Wenn Ihr Arbeitgeber Ihnen Veränderungsprozesse ankündigt, versuchen Sie ihn zu überzeugen, dass er Sie in das Projektteam aufnimmt bzw. Sie zumindest am Lenkungsausschuss beteiligt. Dafür spricht – und das sollten Sie Ihrem Arbeitgeber als Überzeugungsargument sagen –, dass eventuell notwendige Verhandlungen zwischen Ihrem Arbeitgeber und Ihnen, z. B. beim Abschluss von Betriebsvereinbarungen, sehr vereinfacht bzw. beschleunigt werden.

Wenn Ihr Arbeitgeber Ihre Mitbestimmungsrechte ignoriert

Wie Sie vorgehen können, wenn Ihr Arbeitgeber Ihre Mitbestimmungsrechte ignoriert, hängt von den jeweiligen Mitbestimmungsrechten ab. Bei den zwingenden Mitbestimmungsrechten (z.B. §§ 87, 91, 94, 95, 98, 112 und 112a BetrVG) können Sie als Betriebsrat die Einigungsstelle anrufen. Deren Spruch ersetzt dann die Einigung zwischen Ihnen und Ihrem Arbeitgeber.

Tipp: Bei einem entsprechenden Veränderungsprojekt können Sie Ihren Arbeitgeber u. U. zu weitgehenden Zugeständnissen zwingen, indem Sie ihm androhen, es sonst auf ein Einigungsstellenverfahren ankommen zu lassen. Gerade wenn Ihr Arbeitgeber eine schnelle Lösung erreichen möchte, wird er sich auf das eine oder andere einlassen.
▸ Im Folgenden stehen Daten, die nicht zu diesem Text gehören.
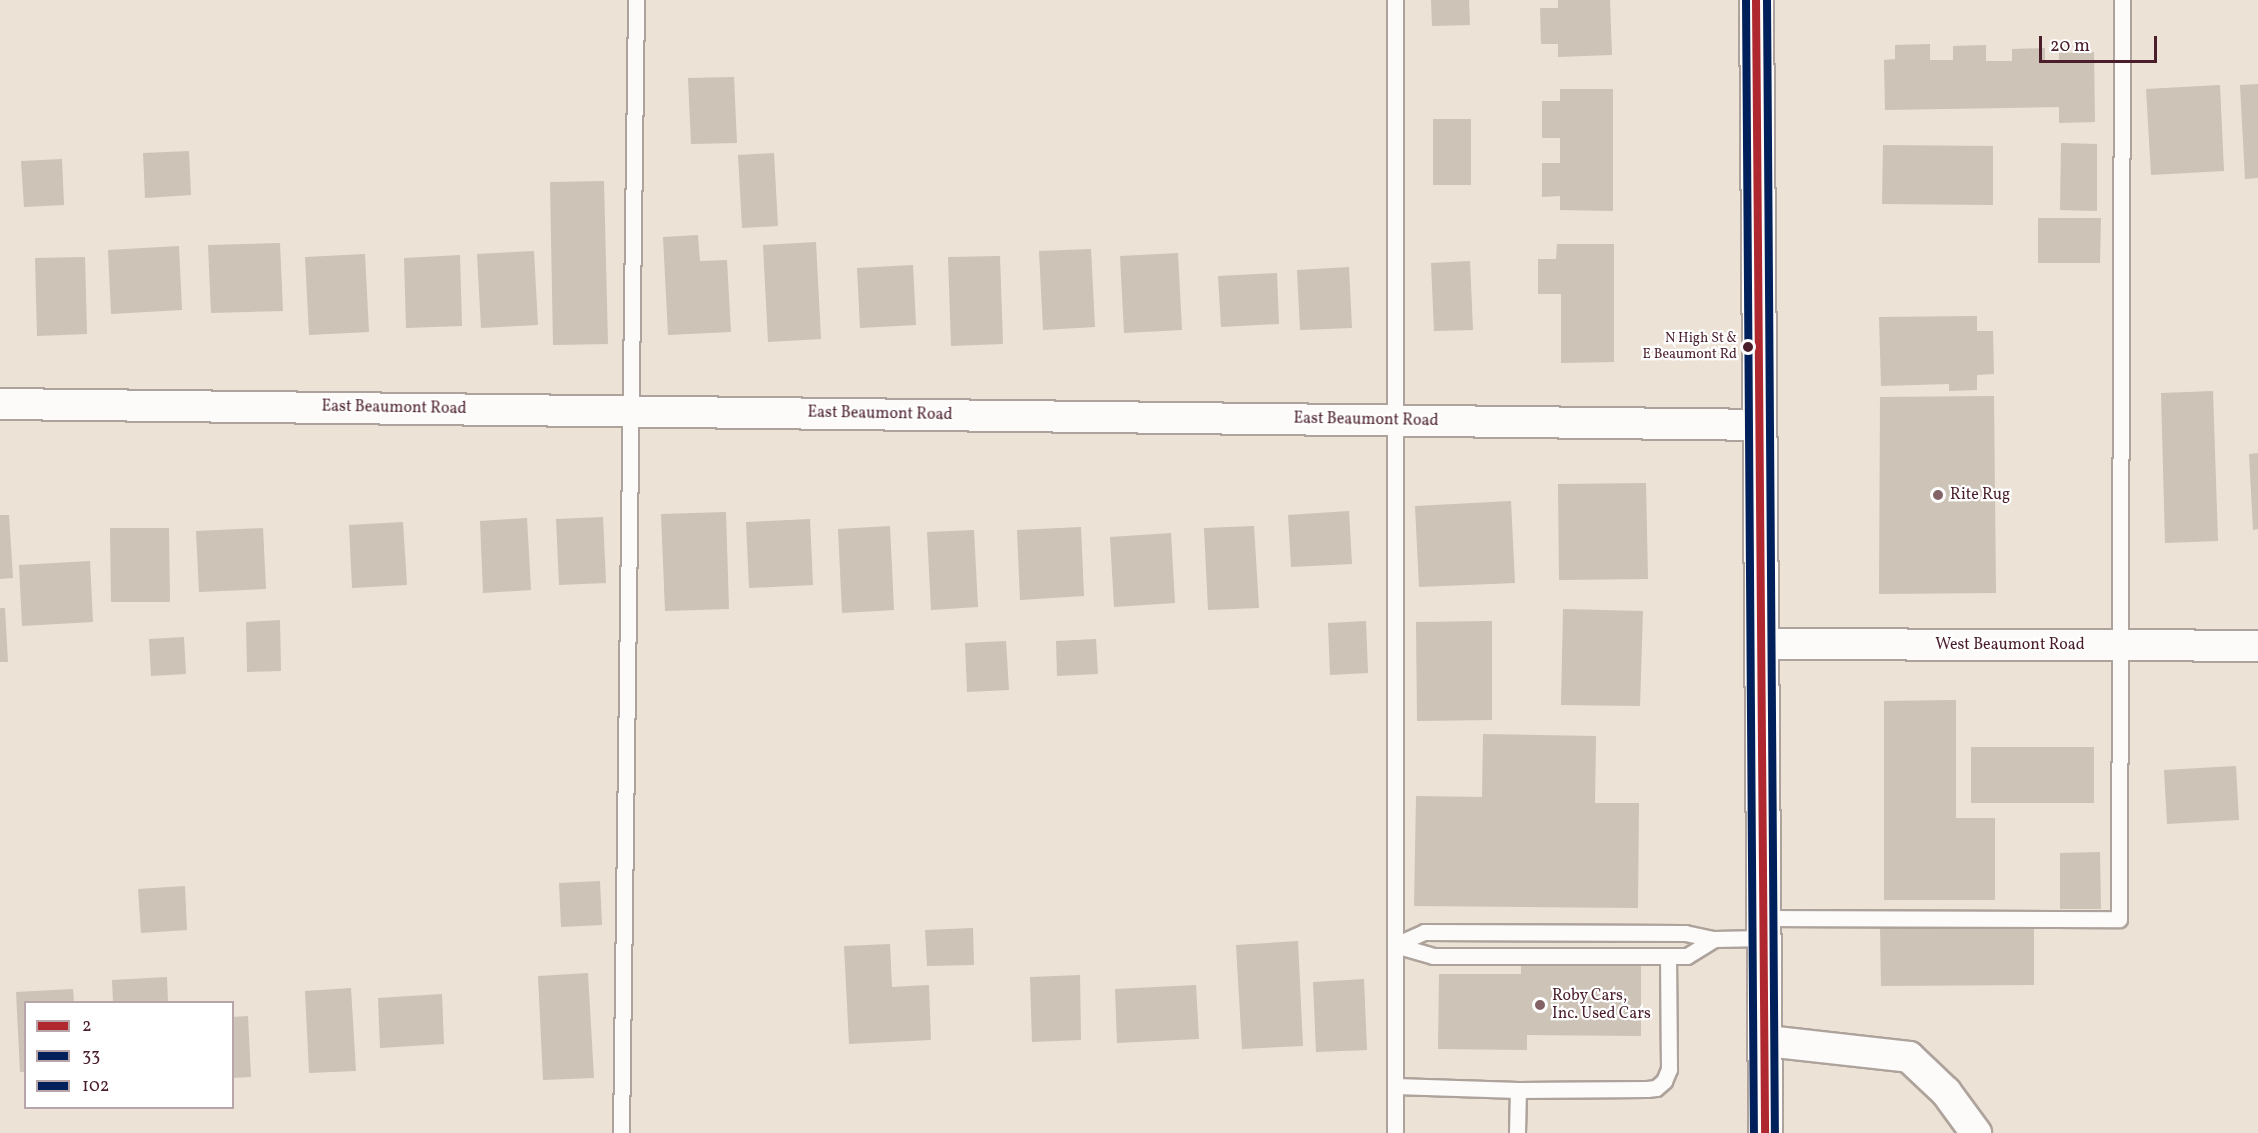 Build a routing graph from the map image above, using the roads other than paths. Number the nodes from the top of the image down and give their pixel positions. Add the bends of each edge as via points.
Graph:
1 (636, 0) edge
2 (1395, 0) edge
3 (1756, 0) edge
4 (2122, 0) edge
5 (0, 404) edge
6 (631, 411) junction
7 (1395, 420) junction
8 (1760, 425) junction
9 (1761, 644) junction
10 (2120, 645) junction
11 (2258, 646) edge
12 (1764, 928) junction
13 (1714, 939) junction
14 (1395, 945) junction
15 (1668, 956) junction
16 (1765, 1039) junction
17 (1395, 1086) junction
18 (1518, 1090) junction
19 (621, 1133) edge
20 (1395, 1133) edge
21 (1517, 1133) edge
22 (1765, 1133) edge
23 (1976, 1133) edge

1 - 6 lane
2 - 7 lane
3 - 8 main road
4 - 10 lane
5 - 6 street, East Beaumont Road
6 - 7 street, East Beaumont Road
6 - 19 lane
7 - 8 street, East Beaumont Road
7 - 14 lane
8 - 9 main road
9 - 10 street, West Beaumont Road
9 - 12 main road
10 - 11 street, West Beaumont Road
10 - 12 lane via 2119,919
12 - 13 lane
12 - 16 main road
13 - 14 lane via 1685,933 1424,932
13 - 15 lane via 1687,956
14 - 15 lane via 1433,956
14 - 17 lane
15 - 18 lane via 1669,1069 1664,1081 1647,1089
16 - 22 main road
16 - 23 street via 1909,1057 1946,1092
17 - 18 lane
17 - 20 lane
18 - 21 lane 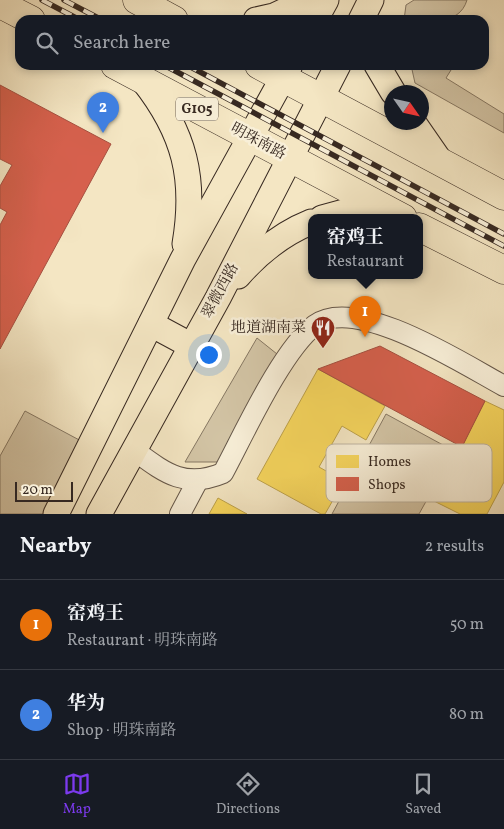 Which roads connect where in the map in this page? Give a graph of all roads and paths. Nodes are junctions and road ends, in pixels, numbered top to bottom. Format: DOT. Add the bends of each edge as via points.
graph roads {
  1 [pos="137,0"];
  2 [pos="308,0"];
  3 [pos="326,0"];
  4 [pos="371,0"];
  5 [pos="0,4"];
  6 [pos="21,15"];
  7 [pos="165,15"];
  8 [pos="276,15"];
  9 [pos="318,15"];
  10 [pos="364,15"];
  11 [pos="372,15"];
  12 [pos="124,70"];
  13 [pos="335,70"];
  14 [pos="380,70"];
  15 [pos="286,71"];
  16 [pos="143,80"];
  17 [pos="389,85"];
  18 [pos="321,98"];
  19 [pos="419,130"];
  20 [pos="250,138"];
  21 [pos="290,159"];
  22 [pos="440,161"];
  23 [pos="504,196"];
  24 [pos="392,213"];
  25 [pos="337,214"];
  26 [pos="308,224"];
  27 [pos="423,229"];
  28 [pos="183,259"];
  29 [pos="504,270"];
  30 [pos="218,298"];
  31 [pos="151,324"];
  32 [pos="190,345"];
  33 [pos="504,386"];
  34 [pos="134,451"];
  35 [pos="198,480"];
  36 [pos="56,514"];
  37 [pos="99,514"];
  38 [pos="180,514"];
  1 -- 7 [label="highway"];
  2 -- 8 [label="main road"];
  3 -- 9 [label="main road"];
  4 -- 10 [label="main road"];
  4 -- 11 [label="main road"];
  5 -- 6 [label="highway"];
  12 -- 16 [label="highway, 明珠南路 / G105"];
  13 -- 18 [label="main road, 翠微西路"];
  14 -- 17 [label="main road"];
  15 -- 18 [label="highway"];
  15 -- 20 [label="main road"];
  16 -- 20 [label="highway, 明珠南路 / G105"];
  16 -- 28 [label="main road" via="163,106 177,134 189,177 190,215"];
  18 -- 21 [label="main road, 翠微西路"];
  18 -- 22 [label="highway"];
  19 -- 22 [label="main road"];
  20 -- 21 [label="highway, 明珠南路 / G105"];
  20 -- 28 [label="main road"];
  21 -- 24 [label="highway, 明珠南路 / G105"];
  21 -- 30 [label="main road, 翠微西路"];
  22 -- 23 [label="highway"];
  24 -- 25 [label="main road" via="355,209"];
  26 -- 30 [label="main road" via="277,239 257,254"];
  27 -- 29 [label="highway"];
  28 -- 31 [label="main road"];
  30 -- 32 [label="main road, 翠微西路"];
  31 -- 32 [label="main road"];
  31 -- 36 [label="main road"];
  32 -- 34 [label="main road, 翠微西路"];
  33 -- 35 [label="lane" via="396,330 363,319 329,318 316,324 291,352 223,473"];
  34 -- 35 [label="lane" via="181,479"];
  34 -- 37 [label="main road, 翠微西路"];
  35 -- 38 [label="lane"];
}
Haben Sie allerdings nur ein Informations- oder Beratungsrecht (z.B. §§ 74 und 106 BetrVG), stehen Sie als Betriebsrat schlechter da. Wichtig: Die Tatsache, dass die letzte Entscheidung bei Ihrem Arbeitgeber liegt, führt in der Praxis immer wieder dazu, dass einige Arbeitgeber Sie nicht – wie es eigentlich sein sollte – unaufgefordert informieren. Da Sie allerdings ohne ausreichende Informationen nicht in der Lage sein werden, Ihre Mitwirkungsrechte wahrzunehmen, sollten Sie Ihre Informationsrechte im Zweifel konsequent durchsetzen. Gehen Sie deshalb notfalls gerichtlich über ein Verfahren nach § 23 Abs. 3 BetrVG vor.